Sexto trabajo para Malist

Sexto trabajo para Malist

Los moscovitas nos presenta Etenal Echo Of The Fall, su sexto trabajo

La opinión pública sobre Malist, el proyecto de black metal que alguna vez fue un solo hombre y que surgió de Moscú, varía mucho más de lo que imaginaba. Si bien varios en AMG HQ elogiaron el proyecto insignia de Ovfrost, otros consideran que la mayor parte de su material es black metal melódico convencional. Esta variación en la recepción se aplica también a cada álbum, lo que hace que elegir un favorito del público en la discografía de Malist sea un tema interesante. En mi opinión, Malist es notablemente consistente —aunque algo genérico—, produciendo sólidos discos de black metal melódico que combinan con aplomo atmósferas sombrías y melodías enérgicas. Ahora, con una formación completa de seis músicos, su sexto álbum, Eternal Echo of the Fall, logra la misma hazaña una vez más.

Malist sigue siendo tan confiable como siempre. Quizás con un toque más enérgico que en los últimos tiempos, evocando la vitalidad de éxitos pasados ​​como "Timeless Torch", Eternal Echo of the Fall arranca con temas llenos de energía que contrastan a la perfección con su habitual tono sombrío. Ovfrost sigue siendo el principal compositor, así que los seguidores de siempre no se sorprenderán con Eternal Echo. Sin embargo, una nueva vitalidad florece en estas ocho nuevas canciones. Gracias a las diversas contribuciones de la formación actual, una sensación de inmediatez y una explosión de energía revitalizan todo, desde la composición hasta la interpretación, en comparación con los trabajos más melancólicos de Eternal Echo.

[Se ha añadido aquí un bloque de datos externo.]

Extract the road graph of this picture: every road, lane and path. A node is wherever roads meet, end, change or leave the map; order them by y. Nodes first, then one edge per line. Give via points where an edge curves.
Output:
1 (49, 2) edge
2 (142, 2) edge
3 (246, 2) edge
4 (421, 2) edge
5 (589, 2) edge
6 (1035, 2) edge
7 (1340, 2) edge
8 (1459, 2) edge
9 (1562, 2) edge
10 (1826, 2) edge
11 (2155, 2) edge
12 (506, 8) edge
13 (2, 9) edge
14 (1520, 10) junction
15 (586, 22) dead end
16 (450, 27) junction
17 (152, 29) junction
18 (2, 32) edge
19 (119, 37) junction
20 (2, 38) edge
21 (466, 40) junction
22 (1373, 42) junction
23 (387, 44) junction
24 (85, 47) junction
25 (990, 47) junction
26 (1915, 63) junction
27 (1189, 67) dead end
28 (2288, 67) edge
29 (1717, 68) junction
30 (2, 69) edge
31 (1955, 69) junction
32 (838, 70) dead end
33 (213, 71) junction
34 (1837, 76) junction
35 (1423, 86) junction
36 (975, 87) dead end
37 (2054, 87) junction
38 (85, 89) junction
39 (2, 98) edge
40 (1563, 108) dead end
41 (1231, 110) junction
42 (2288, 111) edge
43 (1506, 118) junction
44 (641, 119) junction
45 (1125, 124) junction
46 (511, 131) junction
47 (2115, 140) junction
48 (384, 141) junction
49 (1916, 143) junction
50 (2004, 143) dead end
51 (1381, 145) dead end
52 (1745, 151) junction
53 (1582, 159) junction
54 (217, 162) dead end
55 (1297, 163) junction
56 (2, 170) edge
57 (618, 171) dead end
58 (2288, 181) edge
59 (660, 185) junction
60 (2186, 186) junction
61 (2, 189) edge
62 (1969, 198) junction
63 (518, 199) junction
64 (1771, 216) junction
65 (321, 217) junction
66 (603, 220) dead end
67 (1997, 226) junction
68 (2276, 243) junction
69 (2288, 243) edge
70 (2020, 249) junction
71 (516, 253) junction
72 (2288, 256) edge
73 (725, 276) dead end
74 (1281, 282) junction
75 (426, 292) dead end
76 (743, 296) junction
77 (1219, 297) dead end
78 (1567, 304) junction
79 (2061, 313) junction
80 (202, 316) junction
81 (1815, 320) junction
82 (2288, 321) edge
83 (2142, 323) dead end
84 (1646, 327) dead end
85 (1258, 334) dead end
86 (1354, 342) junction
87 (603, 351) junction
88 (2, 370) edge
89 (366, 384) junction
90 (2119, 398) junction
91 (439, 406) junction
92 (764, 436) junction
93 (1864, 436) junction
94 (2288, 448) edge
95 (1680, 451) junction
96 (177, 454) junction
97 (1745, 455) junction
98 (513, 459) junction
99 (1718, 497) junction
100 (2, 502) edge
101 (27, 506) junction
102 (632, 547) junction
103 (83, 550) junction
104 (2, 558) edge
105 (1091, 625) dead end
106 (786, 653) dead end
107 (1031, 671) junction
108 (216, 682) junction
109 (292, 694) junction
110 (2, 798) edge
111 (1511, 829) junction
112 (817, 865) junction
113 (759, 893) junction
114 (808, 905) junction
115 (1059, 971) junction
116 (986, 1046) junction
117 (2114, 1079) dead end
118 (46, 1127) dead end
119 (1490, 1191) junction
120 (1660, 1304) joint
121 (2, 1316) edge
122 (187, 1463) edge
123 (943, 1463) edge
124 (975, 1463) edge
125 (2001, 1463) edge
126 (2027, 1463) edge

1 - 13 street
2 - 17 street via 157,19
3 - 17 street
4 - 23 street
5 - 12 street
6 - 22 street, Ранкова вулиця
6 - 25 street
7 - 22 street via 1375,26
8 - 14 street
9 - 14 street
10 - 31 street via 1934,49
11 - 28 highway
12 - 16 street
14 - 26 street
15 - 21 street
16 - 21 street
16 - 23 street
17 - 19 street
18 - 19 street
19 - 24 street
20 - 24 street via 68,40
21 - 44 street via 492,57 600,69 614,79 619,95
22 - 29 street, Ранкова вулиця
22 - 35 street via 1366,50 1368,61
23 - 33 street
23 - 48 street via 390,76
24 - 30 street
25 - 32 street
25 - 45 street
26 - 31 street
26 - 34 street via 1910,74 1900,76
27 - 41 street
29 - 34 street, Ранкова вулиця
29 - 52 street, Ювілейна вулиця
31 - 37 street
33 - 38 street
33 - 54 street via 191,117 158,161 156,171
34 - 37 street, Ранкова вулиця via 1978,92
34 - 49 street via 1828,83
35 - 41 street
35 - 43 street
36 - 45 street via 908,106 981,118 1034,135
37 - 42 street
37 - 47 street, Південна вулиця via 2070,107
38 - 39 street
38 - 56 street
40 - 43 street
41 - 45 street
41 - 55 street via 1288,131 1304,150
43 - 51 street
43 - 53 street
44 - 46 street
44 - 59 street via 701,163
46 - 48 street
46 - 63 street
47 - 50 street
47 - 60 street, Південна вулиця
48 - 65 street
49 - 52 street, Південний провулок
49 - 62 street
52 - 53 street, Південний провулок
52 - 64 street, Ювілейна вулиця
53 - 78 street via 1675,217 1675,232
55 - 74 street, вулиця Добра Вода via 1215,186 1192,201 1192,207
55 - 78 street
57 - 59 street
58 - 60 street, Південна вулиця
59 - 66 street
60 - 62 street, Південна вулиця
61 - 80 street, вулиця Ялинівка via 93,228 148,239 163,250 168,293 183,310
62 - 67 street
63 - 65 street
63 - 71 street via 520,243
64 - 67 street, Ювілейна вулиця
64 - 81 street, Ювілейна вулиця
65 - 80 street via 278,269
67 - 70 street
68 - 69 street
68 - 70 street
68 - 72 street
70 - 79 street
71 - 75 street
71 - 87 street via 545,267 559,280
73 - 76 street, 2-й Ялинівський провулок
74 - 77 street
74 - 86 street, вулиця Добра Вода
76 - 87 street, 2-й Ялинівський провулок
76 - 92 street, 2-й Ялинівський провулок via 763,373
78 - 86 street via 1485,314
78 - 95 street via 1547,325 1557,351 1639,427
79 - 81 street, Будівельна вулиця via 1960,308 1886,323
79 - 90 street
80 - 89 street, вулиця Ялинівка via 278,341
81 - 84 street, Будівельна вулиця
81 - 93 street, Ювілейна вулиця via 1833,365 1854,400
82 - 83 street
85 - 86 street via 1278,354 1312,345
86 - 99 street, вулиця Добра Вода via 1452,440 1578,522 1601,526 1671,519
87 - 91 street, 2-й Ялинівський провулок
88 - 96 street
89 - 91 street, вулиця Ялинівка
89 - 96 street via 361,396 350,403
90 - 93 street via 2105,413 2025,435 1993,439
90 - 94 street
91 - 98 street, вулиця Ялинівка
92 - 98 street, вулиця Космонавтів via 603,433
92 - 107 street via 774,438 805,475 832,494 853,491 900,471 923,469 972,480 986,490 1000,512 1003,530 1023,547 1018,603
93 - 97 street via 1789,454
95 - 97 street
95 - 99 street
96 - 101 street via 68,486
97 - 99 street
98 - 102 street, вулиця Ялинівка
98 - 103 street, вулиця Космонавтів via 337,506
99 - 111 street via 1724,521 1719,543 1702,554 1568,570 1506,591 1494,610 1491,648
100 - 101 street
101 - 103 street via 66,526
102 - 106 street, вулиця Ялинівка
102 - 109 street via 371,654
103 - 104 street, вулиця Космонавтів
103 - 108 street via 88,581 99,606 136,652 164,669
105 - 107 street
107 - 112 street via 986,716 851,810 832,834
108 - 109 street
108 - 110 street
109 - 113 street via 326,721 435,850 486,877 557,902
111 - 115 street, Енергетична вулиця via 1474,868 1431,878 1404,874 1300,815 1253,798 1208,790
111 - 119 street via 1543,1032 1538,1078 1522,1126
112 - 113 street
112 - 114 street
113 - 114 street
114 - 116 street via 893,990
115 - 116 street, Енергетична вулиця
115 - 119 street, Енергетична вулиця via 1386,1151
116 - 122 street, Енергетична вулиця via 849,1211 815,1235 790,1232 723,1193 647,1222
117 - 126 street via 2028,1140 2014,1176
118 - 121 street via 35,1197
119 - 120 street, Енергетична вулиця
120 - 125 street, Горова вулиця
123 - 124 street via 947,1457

Los oyentes no tendrán que esperar mucho para disfrutar de esta refrescante inyección de adrenalina. El dúo inicial, "Eternal Echo" y "Through a Distorted Gaze", arranca con una fuerza arrolladora, convirtiéndose en dos de los temas más exitosos de Malist hasta la fecha. “Through a Distorted Gaze” impresiona especialmente, con una velocidad vertiginosa que resultaría extraña de no ser por esos característicos solos emotivos y melodías melancólicas que se entrelazan con riffs retorcidos. Los temas más lentos y atmosféricos recuperan esa ominosa sensación de pavor y reclusión que los oyentes esperan de Malist en el centro del disco, pero incluso las canciones más largas de este estilo (“Snows of Remembrance”) ofrecen mayor intensidad, riffs más contundentes, melodías más accesibles y estribillos más pegadizos de lo habitual. Estas cualidades permiten que temas como “To Walk the Path of the Dead”, que aparecen más adelante, brillen con luz propia, equilibrando con maestría la contundencia aplastante, el ritmo exuberante y las melodías elevadas.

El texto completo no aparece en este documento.